Among the best-known plays to-date are My Life After (CTBA, Buenos Aires, 2009), which is based on the life stories of six performers who re-enacted their parents’ lives during the dictatorship in Argentina, and Melancholy and Demonstrations (Wiener Festwochen, Vienna, 2012), a play about the depression Arias’s mother suffered in response to the Argentine dictatorship that began in 1976. In Atlas des Kommunismus (Maxim-Gorki Theatre, Berlin, 2016), Arias gathers the stories of women between the ages of 8 and 84 with backgrounds in East Germany, while What They Want to Hear (Münchner Kammerspiele, Munich, 2018) is the reconstruction of the real case of a Syrian archaeologist trapped in German bureaucracy for years with no legal status. Her most recent theatre work to date is Mother Tongue, subtitled “An Encyclopaedia on Reproduction in the Twenty-first Century,” which Arias created from different stories intersected by motherhood. Her film Teatro de Guerra draws on the play Campo Minado/Minefield (Royal Court Theatre, London, 2016), which brings together British and Argentine veterans of the Falkland/Malvinas war to share their experience of the conflict and life since.

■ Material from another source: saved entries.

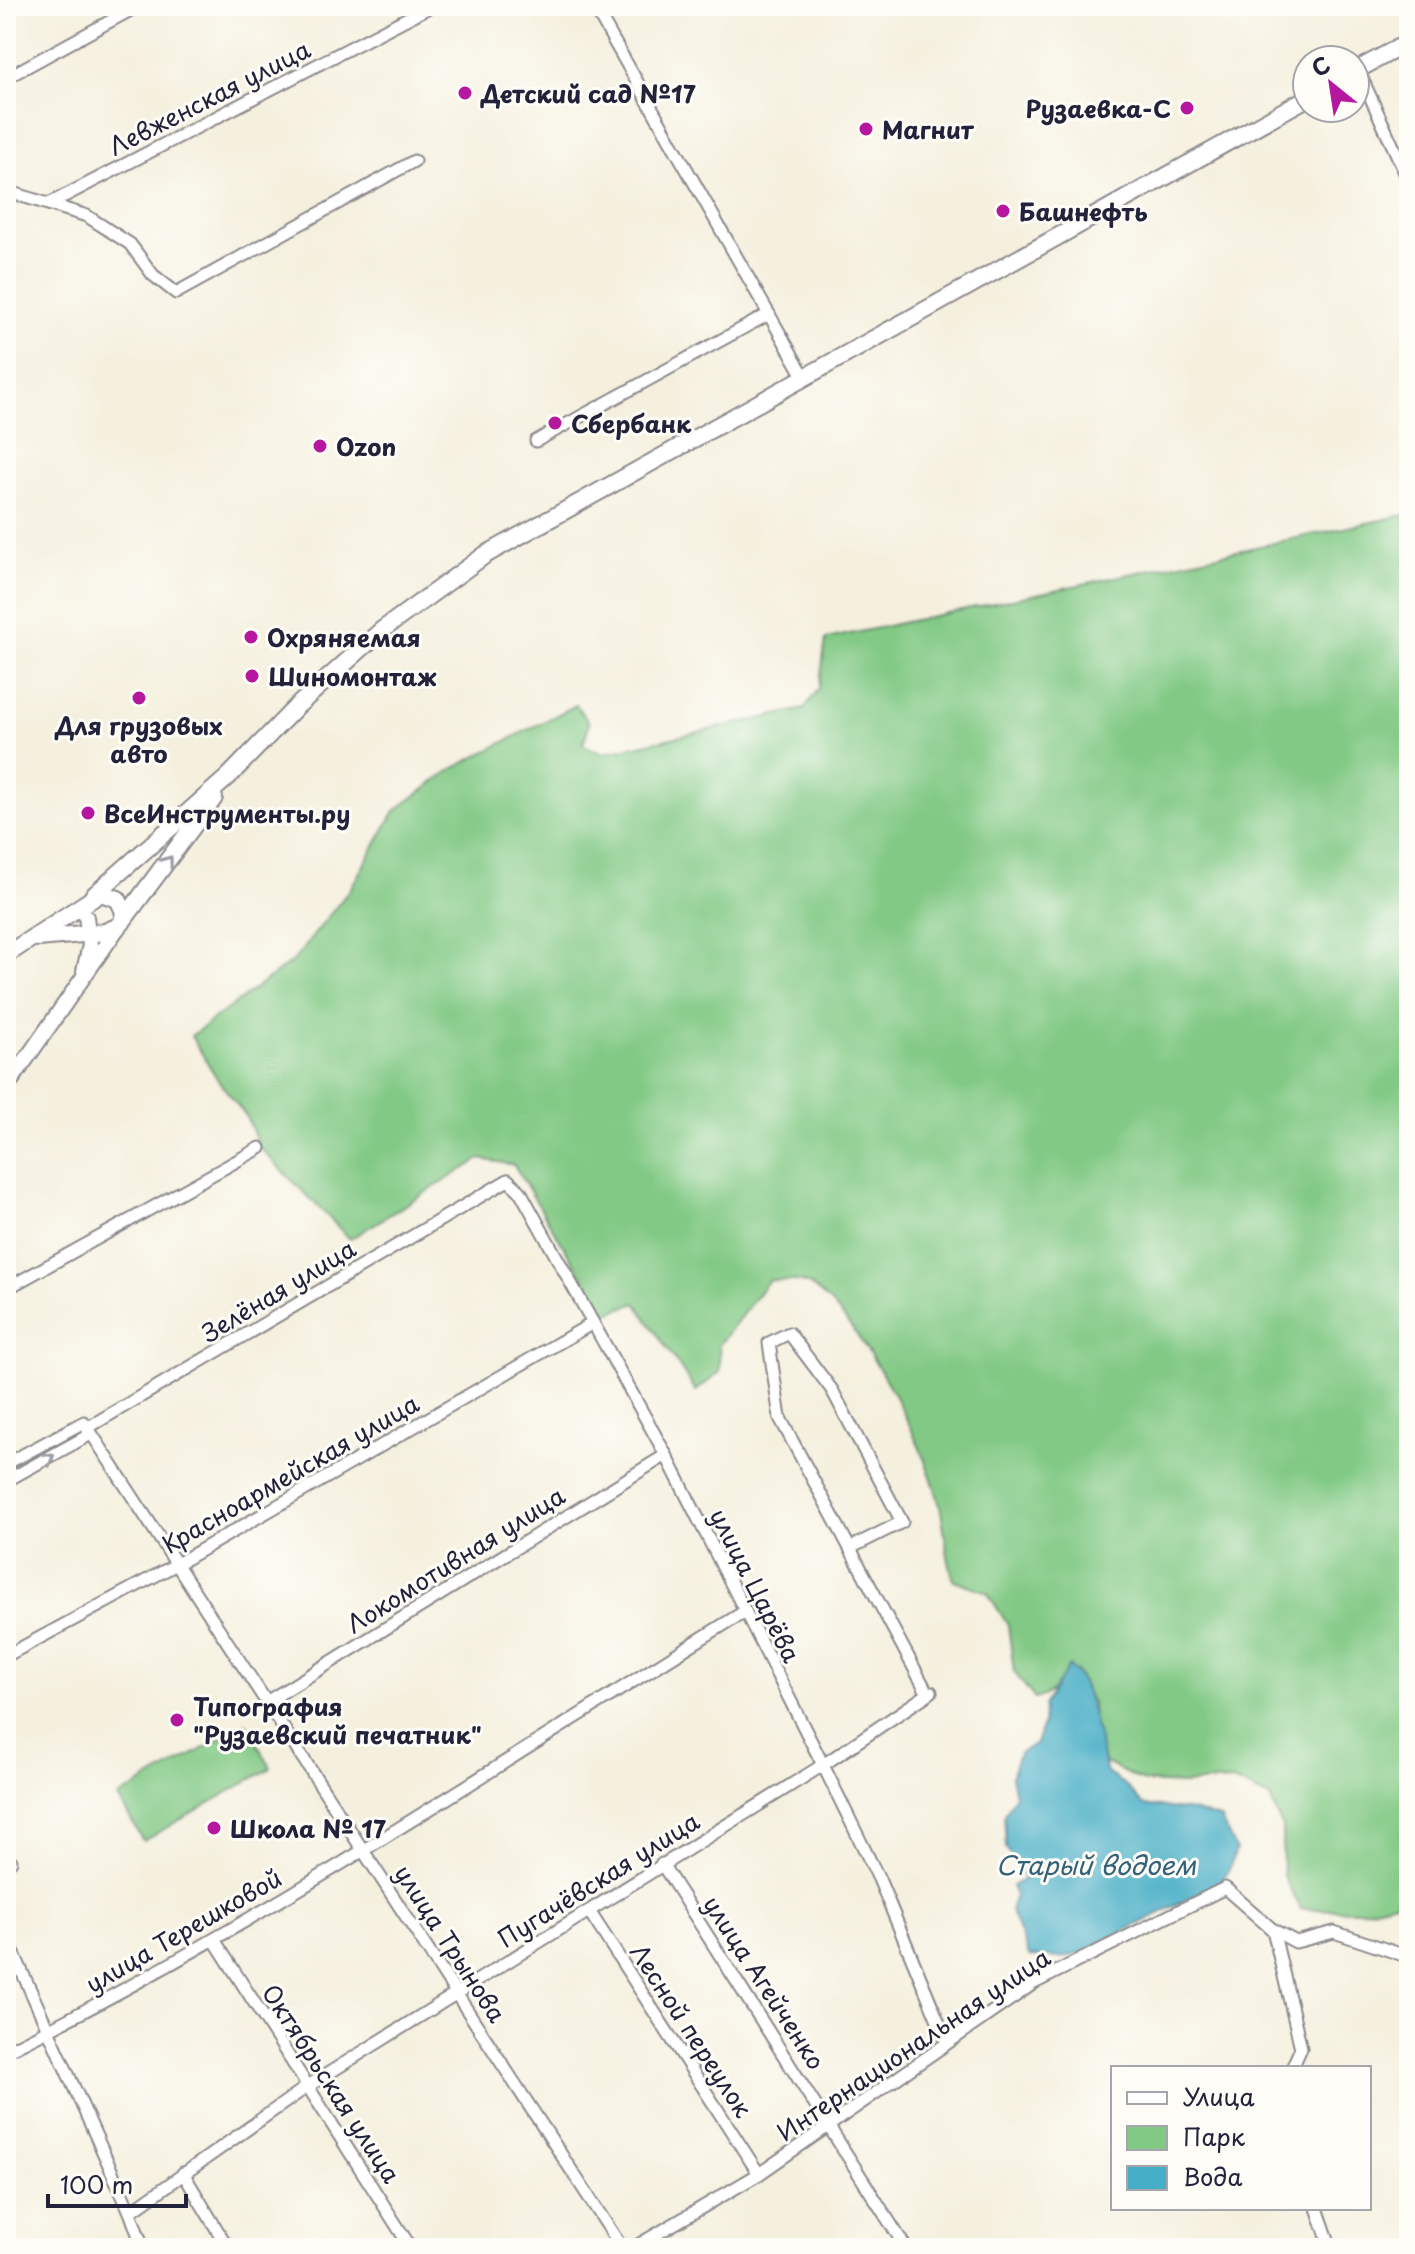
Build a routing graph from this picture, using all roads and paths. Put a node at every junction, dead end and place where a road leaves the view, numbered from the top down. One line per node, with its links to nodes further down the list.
1 (138, 6): 6 (street)
2 (431, 6): 12 (street, Левженская улица)
3 (594, 6): 13 (street)
4 (1409, 42): 5 (main road)
5 (1371, 63)
6 (6, 78)
7 (1371, 102): 10 (street)
8 (1291, 107): 14 (main road)
9 (414, 161): 12 (street)
10 (1409, 181)
11 (6, 191): 12 (street)
12 (49, 204)
13 (769, 314): 14 (street); 15 (street)
14 (804, 376): 16 (main road)
15 (536, 441)
16 (228, 777): 17 (main road); 18 (main road, one-way to 16)
17 (91, 898): 18 (main road); 19 (main road); 20 (main road)
18 (120, 924): 19 (main road); 22 (street)
19 (91, 927): 20 (main road); 22 (street)
20 (38, 938): 21 (main road)
21 (6, 955)
22 (81, 979): 23 (street)
23 (6, 1088)
24 (260, 1148): 26 (street)
25 (490, 1190): 27 (street, улица Царёва); 28 (street, Зелёная улица)
26 (6, 1289)
27 (593, 1323): 29 (street, улица Царёва); 33 (street, Красноармейская улица)
28 (87, 1428): 30 (street, Зелёная улица); 31 (street, Зелёная улица, one-way to 28); 33 (street, улица Трынова)
29 (666, 1455): 34 (street, улица Царёва); 36 (street, Локомотивная улица)
30 (6, 1464)
31 (6, 1481)
32 (850, 1548): 32 (street); 37 (street, Пугачёвская улица)
33 (177, 1564): 35 (street, Красноармейская улица); 36 (street, улица Трынова)
34 (744, 1612): 37 (street, улица Царёва); 38 (street, улица Терешковой)
35 (6, 1656)
36 (268, 1701): 38 (street, улица Трынова)
37 (823, 1765): 39 (street, Пугачёвская улица); 47 (street, улица Царёва)
38 (363, 1847): 43 (street, улица Терешковой); 45 (street, улица Трынова)
39 (662, 1864): 40 (street, Пугачёвская улица); 51 (street, улица Агейченко)
40 (589, 1911): 45 (street, Пугачёвская улица); 53 (street, Лесной переулок)
41 (1273, 1930): 44 (street); 47 (street, Интернациональная улица); 49 (street)
42 (6, 1936): 46 (street)
43 (215, 1941): 46 (street, улица Терешковой); 50 (street, Октябрьская улица)
44 (1409, 1957)
45 (457, 1993): 50 (street, Пугачёвская улица); 59 (street, улица Трынова)
46 (49, 2030): 48 (street, улица Терешковой); 55 (street)
47 (947, 2042): 51 (street, Интернациональная улица)
48 (6, 2051)
49 (1293, 2066)
50 (308, 2086): 52 (street, Пугачёвская улица); 58 (street, Октябрьская улица)
51 (831, 2125): 53 (street, Интернациональная улица); 61 (street, улица Агейченко)
52 (183, 2173): 55 (street, Пугачёвская улица); 57 (street)
53 (759, 2174): 60 (street, Интернациональная улица)
54 (1318, 2210): 62 (street)
55 (130, 2212): 56 (street)
56 (143, 2248)
57 (228, 2248)
58 (411, 2248)
59 (622, 2248)
60 (633, 2248)
61 (906, 2248)
62 (1331, 2248)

Beyond being a director of film and theatre, Arias is also a performance artist, musician, and composer, and she has done video installations and conceptual installations. As author, she has furthermore published books of fiction, poetry and plays. A native of Buenos Aires, Arias has lived in Berlin for the past 15 years. While a foreigner in Berlin, her life in Germany and her constant coming and going between Buenos Aires and Berlin have transformed her into a foreigner in her native country as well, giving her the distance artists need to question what everyone else merely takes for granted. Her audience is truly global, with her plays being performed not only in Buenos Aires and Berlin but all over Latin America and Europe. Both of her films premiered at the Berlinale before going on extended runs on the international festival circuit.1

Arias’s artistic practice leads her to put her finger in the wounds of cultures – of exploring the fissures that open up in every society and around which we circle, yet which we keep at bay through stigmatisation and fear. From the ravages of war to the new conceptions of the family that are currently emerging as gender identities have come into question, to the traumas experienced by imprisoned women, to the aggression survived by trans men and women in different disciplinary institutions, Arias is never afraid to touch vulnerable people and topics. But her touch is always light, as is her presence. She is not interested in creating victims or focusing on the effects of victimisation. She believes that art liberates and that it is important to make culture and art accessible to all; indeed, her greatest contribution is to provide that access to those who do not have it and never did and who only learn of that lack after they collaborate with her.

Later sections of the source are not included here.